§ **Description of the task**
Exact reproduction is needed for the lines from the one with "wrist: (385, 273)" to the end of the listing below, and for no other lines.

§ **Dataset entries**
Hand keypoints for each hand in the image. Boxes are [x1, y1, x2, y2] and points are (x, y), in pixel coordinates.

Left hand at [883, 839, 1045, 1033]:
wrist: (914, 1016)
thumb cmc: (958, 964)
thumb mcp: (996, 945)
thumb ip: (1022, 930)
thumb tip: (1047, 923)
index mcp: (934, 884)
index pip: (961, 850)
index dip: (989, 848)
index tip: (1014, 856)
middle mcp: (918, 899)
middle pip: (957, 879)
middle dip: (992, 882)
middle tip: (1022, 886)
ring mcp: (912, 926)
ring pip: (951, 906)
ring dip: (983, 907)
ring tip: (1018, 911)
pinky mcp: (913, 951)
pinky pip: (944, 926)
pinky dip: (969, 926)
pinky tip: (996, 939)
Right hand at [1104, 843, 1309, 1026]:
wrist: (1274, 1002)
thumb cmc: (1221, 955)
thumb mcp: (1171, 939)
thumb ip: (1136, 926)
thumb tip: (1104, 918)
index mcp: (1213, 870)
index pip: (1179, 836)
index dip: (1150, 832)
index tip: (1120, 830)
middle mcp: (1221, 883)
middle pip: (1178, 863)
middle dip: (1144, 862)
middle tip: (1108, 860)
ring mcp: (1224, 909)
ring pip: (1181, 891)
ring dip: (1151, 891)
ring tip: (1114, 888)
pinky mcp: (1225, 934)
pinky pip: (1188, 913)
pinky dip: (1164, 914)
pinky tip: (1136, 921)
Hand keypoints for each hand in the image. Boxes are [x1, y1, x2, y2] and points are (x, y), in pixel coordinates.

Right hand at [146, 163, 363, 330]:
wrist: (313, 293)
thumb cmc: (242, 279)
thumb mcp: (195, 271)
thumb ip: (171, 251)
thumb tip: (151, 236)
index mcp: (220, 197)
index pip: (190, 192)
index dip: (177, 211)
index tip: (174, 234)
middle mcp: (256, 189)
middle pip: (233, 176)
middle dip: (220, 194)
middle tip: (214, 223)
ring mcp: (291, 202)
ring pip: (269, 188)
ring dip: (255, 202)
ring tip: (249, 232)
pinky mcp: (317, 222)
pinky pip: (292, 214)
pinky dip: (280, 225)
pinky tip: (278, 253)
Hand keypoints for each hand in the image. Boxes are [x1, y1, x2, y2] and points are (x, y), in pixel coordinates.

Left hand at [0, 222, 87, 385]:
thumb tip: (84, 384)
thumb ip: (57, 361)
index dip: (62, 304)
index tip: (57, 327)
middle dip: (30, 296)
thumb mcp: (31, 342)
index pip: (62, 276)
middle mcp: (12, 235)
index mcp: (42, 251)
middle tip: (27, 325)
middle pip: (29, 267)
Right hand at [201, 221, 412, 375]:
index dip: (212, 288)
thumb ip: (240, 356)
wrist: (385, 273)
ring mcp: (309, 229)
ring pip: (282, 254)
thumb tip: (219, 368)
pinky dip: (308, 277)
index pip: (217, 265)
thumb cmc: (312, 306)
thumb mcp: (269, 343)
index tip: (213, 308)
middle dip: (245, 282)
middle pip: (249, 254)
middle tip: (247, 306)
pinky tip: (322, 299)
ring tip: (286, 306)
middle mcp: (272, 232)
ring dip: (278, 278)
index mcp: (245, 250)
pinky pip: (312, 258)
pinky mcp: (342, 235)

§ **Written response**
wrist: (385, 273)
ring mcp: (309, 229)
ring pip: (282, 254)
thumb tip: (219, 368)
pinky dip: (308, 277)
index pip: (217, 265)
thumb cmc: (312, 306)
thumb mcp: (269, 343)
index tip: (213, 308)
middle dip: (245, 282)
middle pip: (249, 254)
middle tip: (247, 306)
pinky tip: (322, 299)
ring tip: (286, 306)
middle mcp: (272, 232)
ring dip: (278, 278)
index mcp: (245, 250)
pinky pip: (312, 258)
pinky mcp: (342, 235)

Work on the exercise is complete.